» **WORK ITEM**:
Count how many lines of the material hold "Kronprinzenweg". Respond with that number alone.
═══ PROVIDED RECORDS
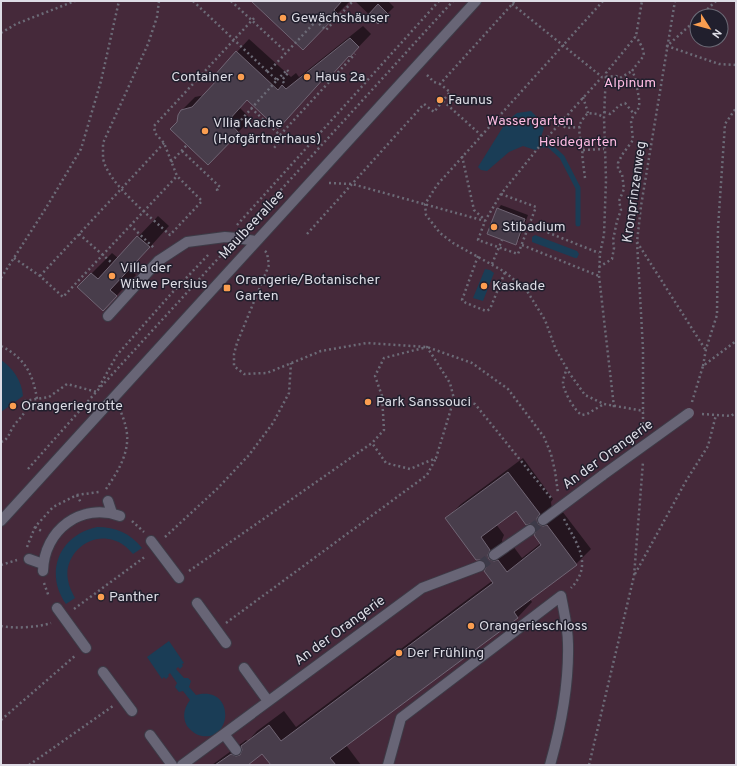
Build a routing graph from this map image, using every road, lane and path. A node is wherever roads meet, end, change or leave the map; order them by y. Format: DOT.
graph roads {
  1 [pos="75,1"];
  2 [pos="120,1"];
  3 [pos="159,1"];
  4 [pos="193,1"];
  5 [pos="231,1"];
  6 [pos="353,1"];
  7 [pos="439,1"];
  8 [pos="453,1"];
  9 [pos="476,1"];
  10 [pos="515,1"];
  11 [pos="604,1"];
  12 [pos="642,1"];
  13 [pos="675,1"];
  14 [pos="716,1"];
  15 [pos="512,4"];
  16 [pos="709,8"];
  17 [pos="256,16"];
  18 [pos="252,20"];
  19 [pos="689,26"];
  20 [pos="1,33"];
  21 [pos="636,36"];
  22 [pos="234,40"];
  23 [pos="564,45"];
  24 [pos="667,46"];
  25 [pos="286,52"];
  26 [pos="355,54"];
  27 [pos="736,65"];
  28 [pos="632,71"];
  29 [pos="268,72"];
  30 [pos="606,76"];
  31 [pos="602,77"];
  32 [pos="277,80"];
  33 [pos="284,83"];
  34 [pos="583,97"];
  35 [pos="442,101"];
  36 [pos="251,108"];
  37 [pos="736,108"];
  38 [pos="604,112"];
  39 [pos="588,113"];
  40 [pos="634,114"];
  41 [pos="604,116"];
  42 [pos="241,120"];
  43 [pos="560,123"];
  44 [pos="580,127"];
  45 [pos="280,135"];
  46 [pos="482,136"];
  47 [pos="164,143"];
  48 [pos="187,145"];
  49 [pos="273,149"];
  50 [pos="604,149"];
  51 [pos="583,150"];
  52 [pos="182,151"];
  53 [pos="462,156"];
  54 [pos="171,162"];
  55 [pos="177,176"];
  56 [pos="585,178"];
  57 [pos="310,183"];
  58 [pos="352,184"];
  59 [pos="121,189"];
  60 [pos="219,191"];
  61 [pos="500,194"];
  62 [pos="425,204"];
  63 [pos="144,211"];
  64 [pos="485,221"];
  65 [pos="130,225"];
  66 [pos="529,225"];
  67 [pos="79,234"];
  68 [pos="307,234"];
  69 [pos="225,237"];
  70 [pos="237,238"];
  71 [pos="502,240"];
  72 [pos="256,241"];
  73 [pos="636,242"];
  74 [pos="522,245"];
  75 [pos="499,247"];
  76 [pos="152,253"];
  77 [pos="600,253"];
  78 [pos="103,254"];
  79 [pos="478,256"];
  80 [pos="14,258"];
  81 [pos="112,263"];
  82 [pos="492,264"];
  83 [pos="600,267"];
  84 [pos="505,272"];
  85 [pos="40,276"];
  86 [pos="599,276"];
  87 [pos="1,278"];
  88 [pos="108,316"];
  89 [pos="736,341"];
  90 [pos="1,346"];
  91 [pos="427,347"];
  92 [pos="706,349"];
  93 [pos="291,363"];
  94 [pos="702,366"];
  95 [pos="567,367"];
  96 [pos="97,391"];
  97 [pos="36,399"];
  98 [pos="454,400"];
  99 [pos="604,404"];
  100 [pos="614,407"];
  101 [pos="736,412"];
  102 [pos="689,413"];
  103 [pos="716,415"];
  104 [pos="372,443"];
  105 [pos="436,458"];
  106 [pos="26,471"];
  107 [pos="642,472"];
  108 [pos="78,495"];
  109 [pos="108,501"];
  110 [pos="559,508"];
  111 [pos="84,509"];
  112 [pos="116,514"];
  113 [pos="543,520"];
  114 [pos="1,521"];
  115 [pos="35,526"];
  116 [pos="530,530"];
  117 [pos="48,536"];
  118 [pos="154,545"];
  119 [pos="494,555"];
  120 [pos="29,559"];
  121 [pos="480,566"];
  122 [pos="43,568"];
  123 [pos="634,576"];
  124 [pos="179,578"];
  125 [pos="561,596"];
  126 [pos="197,603"];
  127 [pos="57,608"];
  128 [pos="63,617"];
  129 [pos="1,626"];
  130 [pos="216,630"];
  131 [pos="226,643"];
  132 [pos="86,648"];
  133 [pos="244,668"];
  134 [pos="103,672"];
  135 [pos="123,699"];
  136 [pos="268,702"];
  137 [pos="132,711"];
  138 [pos="1,720"];
  139 [pos="224,734"];
  140 [pos="150,735"];
  141 [pos="236,750"];
  142 [pos="29,765"];
  143 [pos="172,765"];
  144 [pos="182,765"];
  145 [pos="388,765"];
  146 [pos="550,765"];
  147 [pos="588,765"];
  1 -- 20 [label="path"];
  2 -- 80 [label="path"];
  3 -- 59 [label="path"];
  4 -- 22 [label="path"];
  5 -- 18 [label="path"];
  6 -- 25 [label="path"];
  7 -- 69 [label="path"];
  8 -- 70 [label="path"];
  9 -- 57 [label="street, Maulbeerallee"];
  10 -- 15 [label="path"];
  11 -- 23 [label="path"];
  12 -- 21 [label="path"];
  13 -- 24 [label="path, Kronprinzenweg"];
  14 -- 16 [label="path"];
  15 -- 23 [label="path"];
  15 -- 35 [label="path"];
  17 -- 18 [label="path"];
  18 -- 22 [label="path"];
  18 -- 25 [label="path"];
  19 -- 24 [label="path"];
  21 -- 28 [label="path"];
  21 -- 30 [label="path"];
  22 -- 29 [label="path"];
  22 -- 47 [label="path"];
  23 -- 31 [label="path"];
  23 -- 46 [label="path"];
  24 -- 27 [label="path"];
  24 -- 73 [label="path, Kronprinzenweg"];
  25 -- 29 [label="path"];
  26 -- 45 [label="path"];
  28 -- 30 [label="path"];
  28 -- 40 [label="path"];
  29 -- 32 [label="path"];
  30 -- 31 [label="path"];
  30 -- 38 [label="path"];
  31 -- 34 [label="path"];
  32 -- 33 [label="path"];
  32 -- 36 [label="path"];
  34 -- 39 [label="path"];
  34 -- 43 [label="path"];
  35 -- 46 [label="path"];
  35 -- 58 [label="path"];
  36 -- 42 [label="path"];
  36 -- 45 [label="path"];
  37 -- 92 [label="path"];
  38 -- 40 [label="path"];
  38 -- 41 [label="path"];
  39 -- 41 [label="path"];
  39 -- 44 [label="path"];
  40 -- 83 [label="path"];
  41 -- 50 [label="path"];
  43 -- 44 [label="path"];
  43 -- 61 [label="path"];
  44 -- 51 [label="path"];
  45 -- 49 [label="path"];
  46 -- 53 [label="path"];
  47 -- 54 [label="path"];
  47 -- 59 [label="path"];
  48 -- 52 [label="path"];
  50 -- 51 [label="path"];
  50 -- 77 [label="path"];
  51 -- 56 [label="path"];
  52 -- 54 [label="path"];
  52 -- 60 [label="path"];
  53 -- 62 [label="path"];
  53 -- 64 [label="path"];
  54 -- 55 [label="path"];
  55 -- 63 [label="path"];
  55 -- 63 [label="path"];
  57 -- 58 [label="path"];
  57 -- 72 [label="street, Maulbeerallee"];
  58 -- 62 [label="path"];
  58 -- 68 [label="path"];
  59 -- 63 [label="path"];
  59 -- 67 [label="path"];
  61 -- 64 [label="path"];
  61 -- 66 [label="path"];
  62 -- 64 [label="path"];
  62 -- 79 [label="path"];
  63 -- 65 [label="path"];
  64 -- 75 [label="path"];
  65 -- 76 [label="path"];
  65 -- 78 [label="path"];
  66 -- 74 [label="path"];
  66 -- 77 [label="path"];
  67 -- 78 [label="path"];
  67 -- 85 [label="path"];
  69 -- 70 [label="street"];
  69 -- 88 [label="street"];
  69 -- 96 [label="path"];
  70 -- 72 [label="street"];
  70 -- 96 [label="path"];
  71 -- 75 [label="path"];
  72 -- 93 [label="path"];
  72 -- 114 [label="street, Maulbeerallee"];
  73 -- 92 [label="path"];
  73 -- 100 [label="path, Kronprinzenweg"];
  74 -- 75 [label="path"];
  74 -- 86 [label="path"];
  75 -- 82 [label="path"];
  77 -- 83 [label="path"];
  78 -- 81 [label="path"];
  78 -- 85 [label="path"];
  79 -- 82 [label="path"];
  79 -- 84 [label="path"];
  80 -- 85 [label="path"];
  80 -- 87 [label="path"];
  82 -- 84 [label="path"];
  83 -- 86 [label="path"];
  84 -- 95 [label="path"];
  86 -- 100 [label="path"];
  89 -- 94 [label="path"];
  90 -- 97 [label="path"];
  91 -- 93 [label="path"];
  91 -- 98 [label="path"];
  91 -- 104 [label="path"];
  91 -- 110 [label="path"];
  92 -- 94 [label="path"];
  93 -- 118 [label="path"];
  94 -- 102 [label="path"];
  95 -- 99 [label="path"];
  95 -- 99 [label="path"];
  96 -- 106 [label="path"];
  98 -- 105 [label="path"];
  98 -- 110 [label="path"];
  99 -- 100 [label="path"];
  101 -- 103 [label="path"];
  102 -- 103 [label="path"];
  102 -- 110 [label="street, An der Orangerie, bridge"];
  103 -- 123 [label="path"];
  104 -- 105 [label="path"];
  104 -- 124 [label="path"];
  105 -- 130 [label="path"];
  107 -- 123 [label="path"];
  108 -- 111 [label="path"];
  109 -- 112 [label="street"];
  110 -- 113 [label="street, An der Orangerie"];
  110 -- 125 [label="path"];
  111 -- 112 [label="street"];
  111 -- 117 [label="street"];
  112 -- 118 [label="path"];
  115 -- 117 [label="path"];
  116 -- 119 [label="street"];
  117 -- 122 [label="street"];
  118 -- 124 [label="street"];
  118 -- 128 [label="path"];
  120 -- 122 [label="street"];
  121 -- 136 [label="street, An der Orangerie"];
  122 -- 127 [label="path"];
  123 -- 147 [label="path"];
  125 -- 145 [label="street"];
  125 -- 146 [label="street"];
  126 -- 130 [label="street"];
  127 -- 128 [label="street"];
  128 -- 129 [label="path"];
  128 -- 132 [label="street"];
  130 -- 131 [label="street"];
  132 -- 138 [label="path"];
  133 -- 136 [label="street"];
  134 -- 135 [label="street"];
  135 -- 137 [label="street"];
  135 -- 142 [label="path"];
  136 -- 139 [label="street, An der Orangerie"];
  139 -- 141 [label="street"];
  139 -- 144 [label="street, An der Orangerie"];
  140 -- 143 [label="street"];
}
══════
» **RESULT**:
3